→ To do
Lift out each line of the data that holds "Nord".

→ Excerpted records
========================================================================

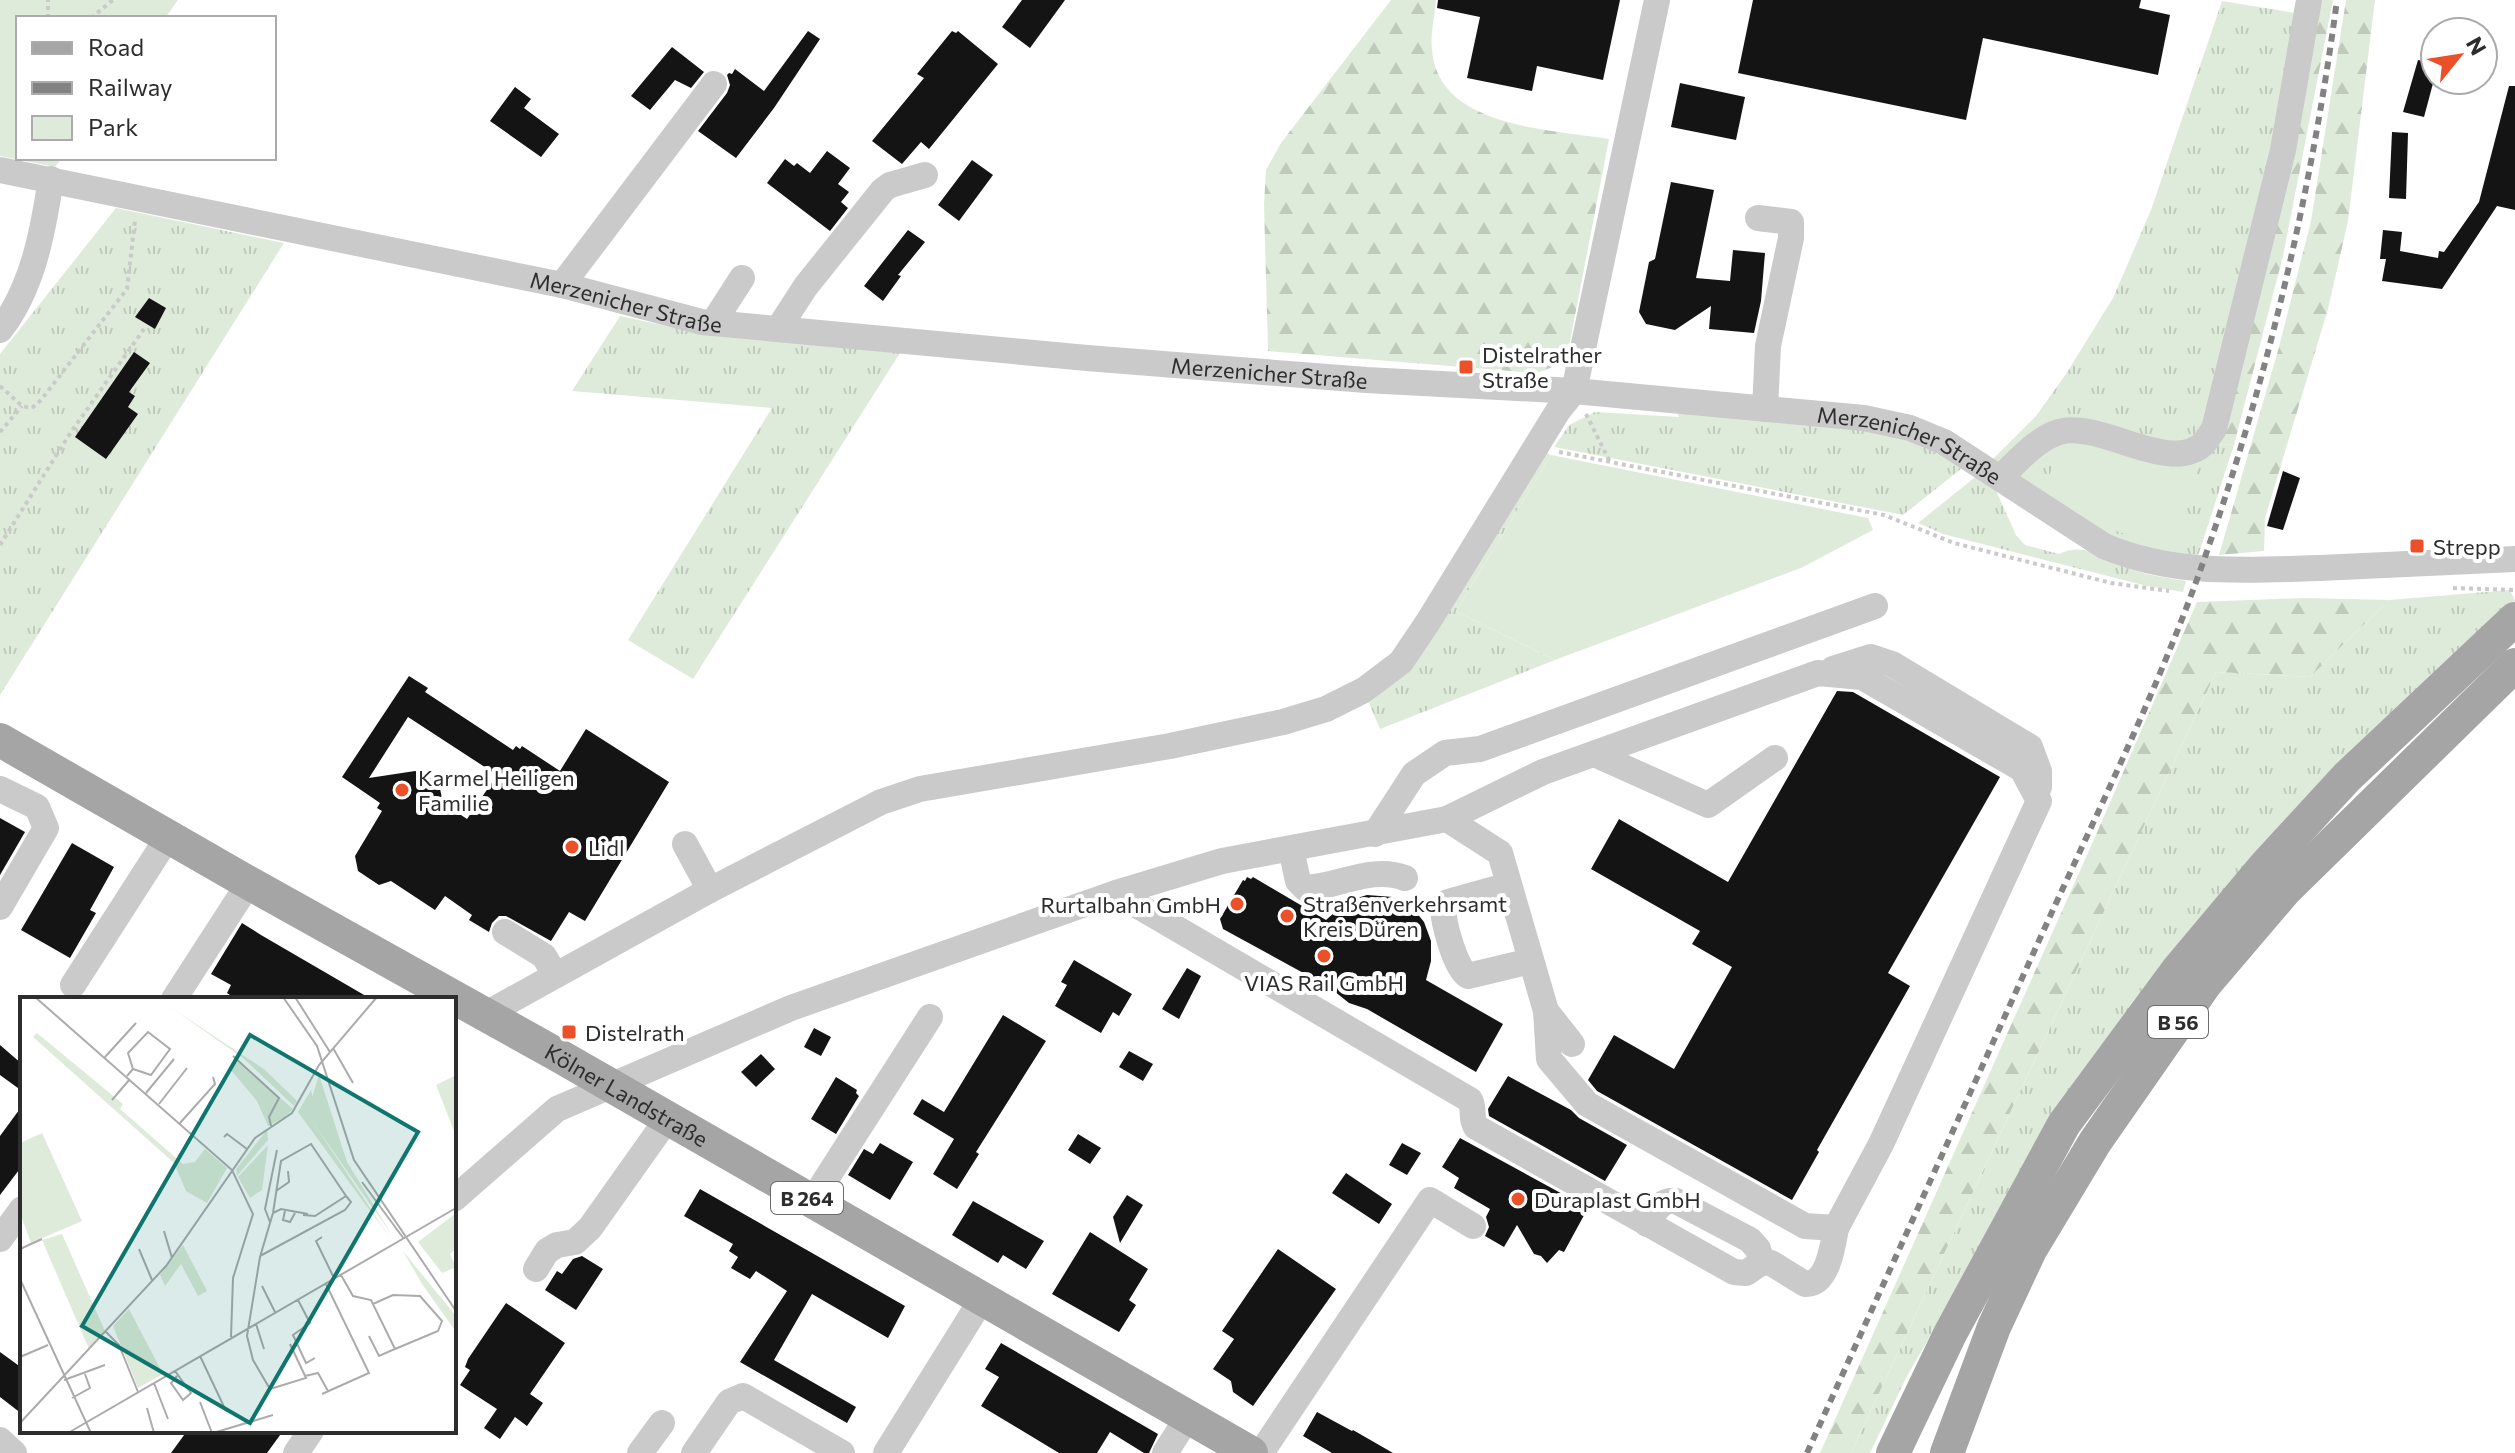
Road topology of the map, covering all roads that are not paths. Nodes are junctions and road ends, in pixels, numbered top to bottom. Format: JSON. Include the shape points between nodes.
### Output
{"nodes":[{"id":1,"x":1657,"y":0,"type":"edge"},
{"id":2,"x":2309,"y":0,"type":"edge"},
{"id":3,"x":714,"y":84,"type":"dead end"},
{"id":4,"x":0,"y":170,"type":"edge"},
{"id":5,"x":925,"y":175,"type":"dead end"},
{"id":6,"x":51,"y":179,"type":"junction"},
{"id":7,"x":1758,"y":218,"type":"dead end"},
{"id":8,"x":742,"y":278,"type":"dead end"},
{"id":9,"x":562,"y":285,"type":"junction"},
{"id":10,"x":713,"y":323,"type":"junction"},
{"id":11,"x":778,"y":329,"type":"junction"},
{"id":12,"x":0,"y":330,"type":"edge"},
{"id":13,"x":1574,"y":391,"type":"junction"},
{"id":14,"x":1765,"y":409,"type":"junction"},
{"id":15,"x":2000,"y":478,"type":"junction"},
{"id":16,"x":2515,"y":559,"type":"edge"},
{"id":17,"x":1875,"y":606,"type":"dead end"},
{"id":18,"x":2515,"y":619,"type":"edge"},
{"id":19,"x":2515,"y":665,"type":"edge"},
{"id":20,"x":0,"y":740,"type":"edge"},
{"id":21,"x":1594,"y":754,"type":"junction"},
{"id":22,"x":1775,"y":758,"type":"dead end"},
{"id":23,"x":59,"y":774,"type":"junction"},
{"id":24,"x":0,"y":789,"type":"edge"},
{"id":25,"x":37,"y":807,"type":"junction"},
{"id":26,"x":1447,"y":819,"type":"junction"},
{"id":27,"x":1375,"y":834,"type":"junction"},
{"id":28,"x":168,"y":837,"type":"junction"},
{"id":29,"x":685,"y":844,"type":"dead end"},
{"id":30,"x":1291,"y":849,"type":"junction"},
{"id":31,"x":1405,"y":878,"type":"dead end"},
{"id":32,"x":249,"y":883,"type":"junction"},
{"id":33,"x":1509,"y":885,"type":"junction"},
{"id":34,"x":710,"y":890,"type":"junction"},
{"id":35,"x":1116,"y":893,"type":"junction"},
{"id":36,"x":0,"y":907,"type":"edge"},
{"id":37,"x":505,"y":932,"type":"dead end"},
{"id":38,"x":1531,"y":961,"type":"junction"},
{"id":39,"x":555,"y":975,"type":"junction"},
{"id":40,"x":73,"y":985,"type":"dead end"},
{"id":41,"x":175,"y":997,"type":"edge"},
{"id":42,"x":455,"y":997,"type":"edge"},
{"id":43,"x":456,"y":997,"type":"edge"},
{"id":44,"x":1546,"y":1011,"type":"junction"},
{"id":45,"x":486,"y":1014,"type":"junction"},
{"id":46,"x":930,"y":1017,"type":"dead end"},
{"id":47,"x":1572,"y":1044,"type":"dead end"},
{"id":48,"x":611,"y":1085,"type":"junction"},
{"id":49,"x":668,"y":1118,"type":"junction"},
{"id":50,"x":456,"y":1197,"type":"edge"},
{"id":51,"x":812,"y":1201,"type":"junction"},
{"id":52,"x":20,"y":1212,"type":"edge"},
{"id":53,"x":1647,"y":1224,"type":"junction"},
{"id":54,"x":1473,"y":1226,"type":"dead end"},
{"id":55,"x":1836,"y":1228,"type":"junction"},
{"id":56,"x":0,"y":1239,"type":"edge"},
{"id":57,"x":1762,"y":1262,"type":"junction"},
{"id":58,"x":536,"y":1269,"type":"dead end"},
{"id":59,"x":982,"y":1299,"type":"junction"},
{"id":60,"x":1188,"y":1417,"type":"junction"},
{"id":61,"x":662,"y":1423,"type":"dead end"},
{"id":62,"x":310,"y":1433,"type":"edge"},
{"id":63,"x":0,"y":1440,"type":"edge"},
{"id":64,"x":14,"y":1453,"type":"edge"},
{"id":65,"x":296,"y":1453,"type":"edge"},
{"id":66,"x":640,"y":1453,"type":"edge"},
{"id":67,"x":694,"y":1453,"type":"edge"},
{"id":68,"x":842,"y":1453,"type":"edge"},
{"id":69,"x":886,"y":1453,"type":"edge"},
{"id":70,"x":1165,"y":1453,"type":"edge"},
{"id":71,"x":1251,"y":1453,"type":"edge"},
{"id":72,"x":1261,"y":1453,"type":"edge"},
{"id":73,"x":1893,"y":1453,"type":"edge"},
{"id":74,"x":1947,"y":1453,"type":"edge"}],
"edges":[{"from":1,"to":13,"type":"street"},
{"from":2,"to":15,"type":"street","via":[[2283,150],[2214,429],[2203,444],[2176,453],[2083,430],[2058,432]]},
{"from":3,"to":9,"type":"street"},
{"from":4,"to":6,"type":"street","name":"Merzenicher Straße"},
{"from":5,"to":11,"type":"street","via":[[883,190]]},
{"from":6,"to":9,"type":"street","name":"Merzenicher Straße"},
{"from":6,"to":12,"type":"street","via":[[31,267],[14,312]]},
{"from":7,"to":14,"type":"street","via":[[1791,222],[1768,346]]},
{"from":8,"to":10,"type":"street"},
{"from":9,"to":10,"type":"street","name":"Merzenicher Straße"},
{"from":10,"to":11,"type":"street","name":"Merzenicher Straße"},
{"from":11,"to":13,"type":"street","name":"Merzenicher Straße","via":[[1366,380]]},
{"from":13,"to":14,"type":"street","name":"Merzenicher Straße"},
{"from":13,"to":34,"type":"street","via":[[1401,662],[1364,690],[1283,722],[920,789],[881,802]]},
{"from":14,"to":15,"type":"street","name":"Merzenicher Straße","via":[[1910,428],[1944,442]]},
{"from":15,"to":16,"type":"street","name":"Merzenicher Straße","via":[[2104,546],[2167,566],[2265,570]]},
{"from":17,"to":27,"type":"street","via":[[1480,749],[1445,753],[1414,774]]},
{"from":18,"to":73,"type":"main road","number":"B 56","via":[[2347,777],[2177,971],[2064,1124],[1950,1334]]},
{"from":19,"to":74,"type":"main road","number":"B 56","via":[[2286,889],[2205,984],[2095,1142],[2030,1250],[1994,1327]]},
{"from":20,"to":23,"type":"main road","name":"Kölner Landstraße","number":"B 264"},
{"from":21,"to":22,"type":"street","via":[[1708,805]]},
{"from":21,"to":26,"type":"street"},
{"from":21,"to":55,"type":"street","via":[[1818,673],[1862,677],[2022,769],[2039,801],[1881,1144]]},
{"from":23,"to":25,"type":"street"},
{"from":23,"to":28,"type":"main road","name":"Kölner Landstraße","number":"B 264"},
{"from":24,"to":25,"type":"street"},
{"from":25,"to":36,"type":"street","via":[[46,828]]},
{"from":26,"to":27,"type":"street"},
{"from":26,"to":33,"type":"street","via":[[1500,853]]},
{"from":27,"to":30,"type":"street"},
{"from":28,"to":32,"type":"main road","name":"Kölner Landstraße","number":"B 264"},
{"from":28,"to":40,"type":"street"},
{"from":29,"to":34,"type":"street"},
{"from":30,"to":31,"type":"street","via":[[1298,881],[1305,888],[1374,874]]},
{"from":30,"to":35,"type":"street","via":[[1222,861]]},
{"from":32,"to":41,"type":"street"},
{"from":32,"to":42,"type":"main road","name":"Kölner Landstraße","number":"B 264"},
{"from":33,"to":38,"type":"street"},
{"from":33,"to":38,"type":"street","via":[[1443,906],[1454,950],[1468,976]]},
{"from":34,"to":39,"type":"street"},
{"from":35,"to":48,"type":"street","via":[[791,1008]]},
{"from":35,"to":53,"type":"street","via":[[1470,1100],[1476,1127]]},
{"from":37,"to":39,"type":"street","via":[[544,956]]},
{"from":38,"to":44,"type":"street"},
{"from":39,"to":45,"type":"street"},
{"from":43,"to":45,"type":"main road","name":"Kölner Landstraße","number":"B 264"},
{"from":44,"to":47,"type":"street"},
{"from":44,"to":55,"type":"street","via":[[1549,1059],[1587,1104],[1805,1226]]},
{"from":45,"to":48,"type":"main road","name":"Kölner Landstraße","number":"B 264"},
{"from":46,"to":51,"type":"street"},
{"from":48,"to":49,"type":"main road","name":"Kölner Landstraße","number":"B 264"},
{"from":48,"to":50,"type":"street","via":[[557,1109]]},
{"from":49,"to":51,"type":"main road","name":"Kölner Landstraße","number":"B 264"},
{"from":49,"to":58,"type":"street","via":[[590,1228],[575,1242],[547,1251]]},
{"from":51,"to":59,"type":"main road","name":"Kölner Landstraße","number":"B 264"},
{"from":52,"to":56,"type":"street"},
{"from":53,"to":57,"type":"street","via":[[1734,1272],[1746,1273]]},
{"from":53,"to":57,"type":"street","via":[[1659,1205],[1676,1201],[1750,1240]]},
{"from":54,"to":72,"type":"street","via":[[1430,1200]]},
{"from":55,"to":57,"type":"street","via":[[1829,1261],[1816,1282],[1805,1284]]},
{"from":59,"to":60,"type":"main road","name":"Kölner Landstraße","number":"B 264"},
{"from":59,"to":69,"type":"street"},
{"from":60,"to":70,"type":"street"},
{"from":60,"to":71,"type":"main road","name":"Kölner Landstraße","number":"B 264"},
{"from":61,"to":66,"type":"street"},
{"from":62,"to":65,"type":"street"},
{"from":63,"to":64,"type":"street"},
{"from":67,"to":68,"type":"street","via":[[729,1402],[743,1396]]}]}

========================================================================

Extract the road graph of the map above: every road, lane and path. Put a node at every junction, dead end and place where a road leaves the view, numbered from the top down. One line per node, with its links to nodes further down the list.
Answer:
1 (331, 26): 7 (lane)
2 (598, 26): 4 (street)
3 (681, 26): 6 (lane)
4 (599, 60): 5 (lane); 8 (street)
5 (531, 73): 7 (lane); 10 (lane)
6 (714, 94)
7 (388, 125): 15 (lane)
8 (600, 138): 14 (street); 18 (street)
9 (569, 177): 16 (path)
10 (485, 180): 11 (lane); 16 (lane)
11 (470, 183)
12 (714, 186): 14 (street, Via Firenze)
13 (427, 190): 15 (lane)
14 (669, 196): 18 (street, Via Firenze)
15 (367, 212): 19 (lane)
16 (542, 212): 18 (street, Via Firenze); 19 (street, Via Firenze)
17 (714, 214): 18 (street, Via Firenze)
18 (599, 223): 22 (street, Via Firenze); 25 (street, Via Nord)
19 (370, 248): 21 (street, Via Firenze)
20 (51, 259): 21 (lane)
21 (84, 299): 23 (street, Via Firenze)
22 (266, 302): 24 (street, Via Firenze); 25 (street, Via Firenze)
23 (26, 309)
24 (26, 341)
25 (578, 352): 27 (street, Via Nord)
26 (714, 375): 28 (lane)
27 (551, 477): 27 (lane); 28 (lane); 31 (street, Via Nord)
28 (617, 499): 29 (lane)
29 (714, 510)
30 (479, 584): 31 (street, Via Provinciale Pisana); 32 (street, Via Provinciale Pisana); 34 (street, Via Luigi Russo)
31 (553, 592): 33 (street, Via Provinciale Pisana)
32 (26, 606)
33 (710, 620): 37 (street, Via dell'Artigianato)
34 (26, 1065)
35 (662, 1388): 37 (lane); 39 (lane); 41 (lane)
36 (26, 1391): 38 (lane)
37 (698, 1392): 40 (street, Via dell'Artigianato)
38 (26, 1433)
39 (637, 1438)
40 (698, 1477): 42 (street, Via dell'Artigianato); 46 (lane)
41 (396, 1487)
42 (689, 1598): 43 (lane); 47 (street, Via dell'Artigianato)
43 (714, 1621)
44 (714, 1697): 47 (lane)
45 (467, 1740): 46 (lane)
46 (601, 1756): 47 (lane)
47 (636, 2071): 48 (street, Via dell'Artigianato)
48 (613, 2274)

========================================================================

→ Response area
18 (599, 223): 22 (street, Via Firenze); 25 (street, Via Nord)
25 (578, 352): 27 (street, Via Nord)
27 (551, 477): 27 (lane); 28 (lane); 31 (street, Via Nord)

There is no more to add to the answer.